> [Problem to solve] Write out the lines from the top of the material through the line with "I need the junctions", exactly and with nothing added.
>>>>
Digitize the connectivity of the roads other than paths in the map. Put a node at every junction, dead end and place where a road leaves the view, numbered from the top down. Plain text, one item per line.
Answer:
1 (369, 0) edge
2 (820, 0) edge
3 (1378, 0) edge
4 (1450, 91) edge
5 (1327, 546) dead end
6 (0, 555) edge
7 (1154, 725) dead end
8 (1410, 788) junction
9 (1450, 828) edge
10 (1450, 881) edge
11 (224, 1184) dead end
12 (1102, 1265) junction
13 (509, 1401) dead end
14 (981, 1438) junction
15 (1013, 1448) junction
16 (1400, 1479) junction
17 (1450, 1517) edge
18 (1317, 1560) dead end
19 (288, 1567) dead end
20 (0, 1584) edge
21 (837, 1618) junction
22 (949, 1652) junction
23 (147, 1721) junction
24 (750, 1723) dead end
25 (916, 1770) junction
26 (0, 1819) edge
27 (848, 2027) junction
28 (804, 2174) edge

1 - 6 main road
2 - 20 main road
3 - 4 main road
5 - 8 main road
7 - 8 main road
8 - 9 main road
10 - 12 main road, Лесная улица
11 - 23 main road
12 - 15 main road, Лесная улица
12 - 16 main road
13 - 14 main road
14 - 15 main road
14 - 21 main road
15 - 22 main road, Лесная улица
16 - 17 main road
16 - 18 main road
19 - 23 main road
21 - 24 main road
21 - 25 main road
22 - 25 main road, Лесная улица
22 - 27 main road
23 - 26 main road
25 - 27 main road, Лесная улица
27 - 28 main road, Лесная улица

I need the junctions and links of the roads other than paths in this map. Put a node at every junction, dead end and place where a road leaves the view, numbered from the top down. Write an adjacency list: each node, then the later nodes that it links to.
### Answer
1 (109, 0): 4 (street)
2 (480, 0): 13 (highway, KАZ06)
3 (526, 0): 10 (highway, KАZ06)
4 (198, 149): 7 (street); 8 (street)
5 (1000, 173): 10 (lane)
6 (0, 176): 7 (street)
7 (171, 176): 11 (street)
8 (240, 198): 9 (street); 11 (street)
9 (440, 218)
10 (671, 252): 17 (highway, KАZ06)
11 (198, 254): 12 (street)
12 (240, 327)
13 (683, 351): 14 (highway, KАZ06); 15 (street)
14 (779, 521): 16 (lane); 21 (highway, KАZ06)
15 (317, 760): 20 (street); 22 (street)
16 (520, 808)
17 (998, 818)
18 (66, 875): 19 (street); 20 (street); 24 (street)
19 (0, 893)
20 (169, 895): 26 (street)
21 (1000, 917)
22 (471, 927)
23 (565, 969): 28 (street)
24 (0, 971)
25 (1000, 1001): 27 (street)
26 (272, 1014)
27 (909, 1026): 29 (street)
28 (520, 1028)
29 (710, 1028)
<<<<
> [Response]
Digitize the connectivity of the roads other than paths in the map. Put a node at every junction, dead end and place where a road leaves the view, numbered from the top down. Plain text, one item per line.
Answer:
1 (369, 0) edge
2 (820, 0) edge
3 (1378, 0) edge
4 (1450, 91) edge
5 (1327, 546) dead end
6 (0, 555) edge
7 (1154, 725) dead end
8 (1410, 788) junction
9 (1450, 828) edge
10 (1450, 881) edge
11 (224, 1184) dead end
12 (1102, 1265) junction
13 (509, 1401) dead end
14 (981, 1438) junction
15 (1013, 1448) junction
16 (1400, 1479) junction
17 (1450, 1517) edge
18 (1317, 1560) dead end
19 (288, 1567) dead end
20 (0, 1584) edge
21 (837, 1618) junction
22 (949, 1652) junction
23 (147, 1721) junction
24 (750, 1723) dead end
25 (916, 1770) junction
26 (0, 1819) edge
27 (848, 2027) junction
28 (804, 2174) edge

1 - 6 main road
2 - 20 main road
3 - 4 main road
5 - 8 main road
7 - 8 main road
8 - 9 main road
10 - 12 main road, Лесная улица
11 - 23 main road
12 - 15 main road, Лесная улица
12 - 16 main road
13 - 14 main road
14 - 15 main road
14 - 21 main road
15 - 22 main road, Лесная улица
16 - 17 main road
16 - 18 main road
19 - 23 main road
21 - 24 main road
21 - 25 main road
22 - 25 main road, Лесная улица
22 - 27 main road
23 - 26 main road
25 - 27 main road, Лесная улица
27 - 28 main road, Лесная улица

I need the junctions and links of the roads other than paths in this map. Put a node at every junction, dead end and place where a road leaves the view, numbered from the top down. Write an adjacency list: each node, then the later nodes that it links to.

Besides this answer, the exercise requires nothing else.